■ **Task to carry out**:
Starting at the first line of the records below, reproduce every line up to and including the line with "index mcp: (861, 739)", but leave out all pictures.

[Per-instance keypoint data]
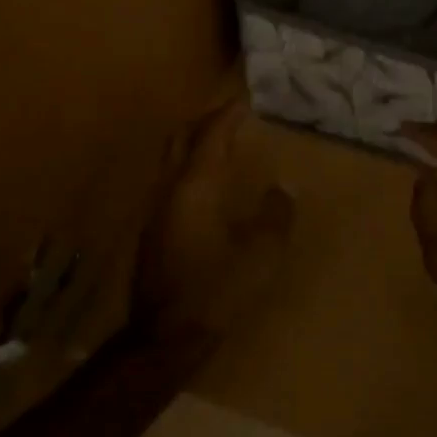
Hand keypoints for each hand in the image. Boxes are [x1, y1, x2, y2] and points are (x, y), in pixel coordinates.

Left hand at [129, 97, 293, 351]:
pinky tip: (206, 185)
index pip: (211, 136)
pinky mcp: (153, 232)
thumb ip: (275, 214)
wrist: (165, 336)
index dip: (228, 115)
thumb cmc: (217, 290)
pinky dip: (190, 168)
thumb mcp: (260, 253)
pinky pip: (171, 182)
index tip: (244, 100)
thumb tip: (284, 187)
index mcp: (196, 187)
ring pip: (172, 160)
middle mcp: (170, 190)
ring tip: (221, 143)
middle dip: (205, 121)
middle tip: (230, 116)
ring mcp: (156, 211)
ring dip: (194, 144)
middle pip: (182, 139)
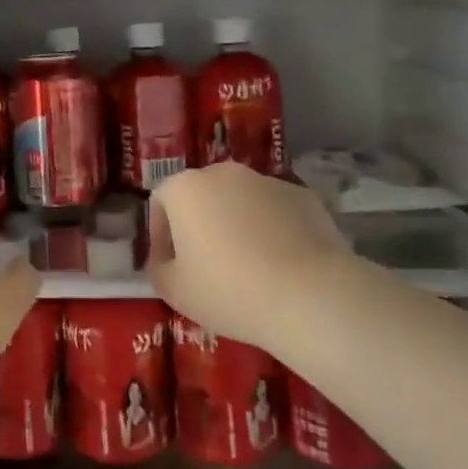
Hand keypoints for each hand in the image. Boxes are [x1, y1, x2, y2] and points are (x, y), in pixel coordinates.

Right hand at [145, 162, 350, 352]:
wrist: (309, 295)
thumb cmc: (228, 290)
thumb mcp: (173, 291)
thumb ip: (158, 268)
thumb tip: (165, 260)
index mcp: (185, 188)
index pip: (161, 201)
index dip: (160, 234)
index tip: (169, 265)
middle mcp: (223, 173)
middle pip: (201, 195)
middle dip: (199, 224)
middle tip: (206, 264)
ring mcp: (266, 181)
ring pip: (240, 201)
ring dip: (236, 224)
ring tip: (248, 265)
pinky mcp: (303, 196)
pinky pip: (275, 211)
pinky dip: (271, 229)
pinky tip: (280, 263)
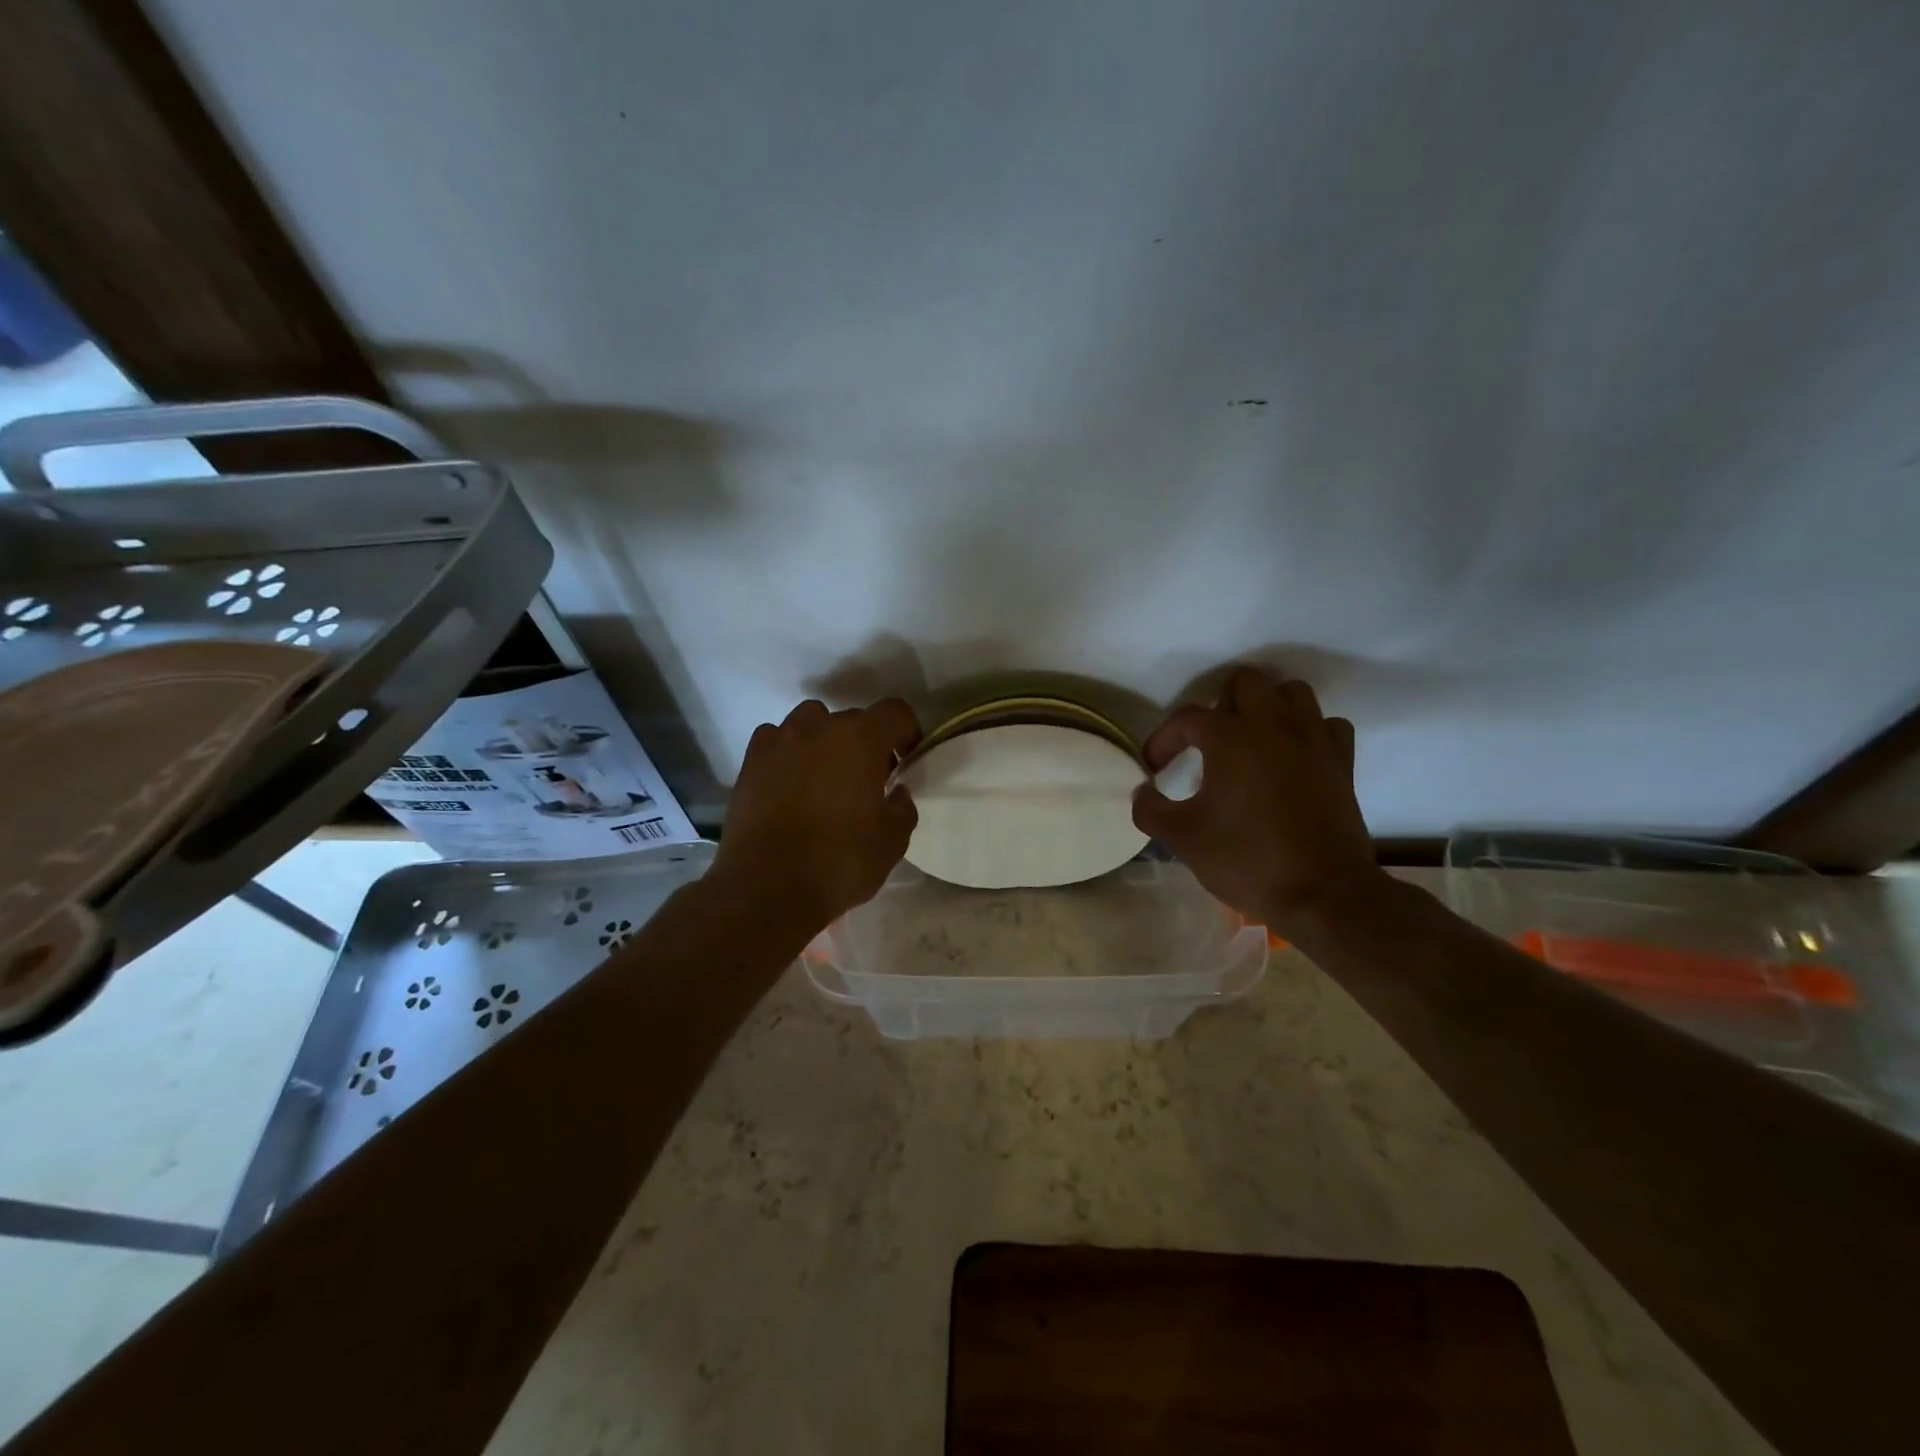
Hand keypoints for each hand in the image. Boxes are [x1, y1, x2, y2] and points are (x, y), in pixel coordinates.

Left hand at [710, 698, 921, 932]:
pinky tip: (791, 783)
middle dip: (866, 743)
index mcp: (861, 739)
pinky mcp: (751, 761)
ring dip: (825, 741)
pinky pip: (777, 740)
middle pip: (853, 718)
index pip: (895, 711)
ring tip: (826, 777)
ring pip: (811, 722)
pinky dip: (789, 753)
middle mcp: (819, 727)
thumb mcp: (892, 842)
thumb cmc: (839, 862)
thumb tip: (896, 791)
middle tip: (868, 779)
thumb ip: (903, 807)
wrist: (767, 888)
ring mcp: (780, 741)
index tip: (906, 761)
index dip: (907, 732)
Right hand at [1132, 667, 1382, 934]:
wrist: (1323, 895)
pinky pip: (1326, 725)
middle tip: (1208, 745)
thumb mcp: (1183, 839)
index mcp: (1231, 738)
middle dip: (1219, 707)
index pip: (1187, 718)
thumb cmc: (1247, 861)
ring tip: (1251, 742)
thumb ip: (1150, 809)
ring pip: (1291, 693)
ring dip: (1267, 708)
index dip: (1163, 740)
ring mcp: (1314, 740)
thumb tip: (1143, 791)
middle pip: (1245, 683)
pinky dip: (1308, 731)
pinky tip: (1293, 757)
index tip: (1155, 769)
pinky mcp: (1342, 762)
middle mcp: (1274, 725)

■ **Task output**:
Hand keypoints for each hand in the image. Boxes are [x1, y1, x2, y2] and points are (x, y), in pixel coordinates.

Left hand at [129, 97, 293, 351]:
pinky tip: (206, 185)
index pip: (211, 136)
pinky mcp: (153, 232)
thumb ip: (275, 214)
wrist: (165, 336)
index dip: (228, 115)
thumb cmc: (217, 290)
pinky dip: (190, 168)
thumb mcp: (260, 253)
pinky pip: (171, 182)
index tip: (244, 100)
thumb tip: (284, 187)
index mcp: (196, 187)
ring pip: (172, 160)
middle mcp: (170, 190)
ring tip: (221, 143)
middle dip: (205, 121)
middle tip: (230, 116)
ring mcp: (156, 211)
ring dip: (194, 144)
middle pip: (182, 139)
Hand keypoints for each hand in the image. Boxes are [x1, y1, x2, y2] and points are (x, y), in pixel coordinates.

Right hand at [145, 162, 350, 352]:
wrist: (309, 295)
thumb cmc: (228, 290)
thumb mcp: (173, 291)
thumb ip: (158, 268)
thumb tip: (165, 260)
index mcp: (185, 188)
index pip: (161, 201)
index dip: (160, 234)
index tip: (169, 265)
middle mcp: (223, 173)
middle pip: (201, 195)
middle dip: (199, 224)
middle tip: (206, 264)
ring mcp: (266, 181)
ring pip: (240, 201)
ring dip: (236, 224)
ring tip: (248, 265)
pinky mcp: (303, 196)
pinky pip: (275, 211)
pinky dip: (271, 229)
pinky tip: (280, 263)
Hand keypoints for each hand in the image. Boxes are [x1, y1, x2, y2] and points are (x, y), in pixel coordinates.

Left hand at [710, 698, 921, 932]:
pinky tip: (791, 783)
middle dip: (866, 743)
index mcp: (861, 739)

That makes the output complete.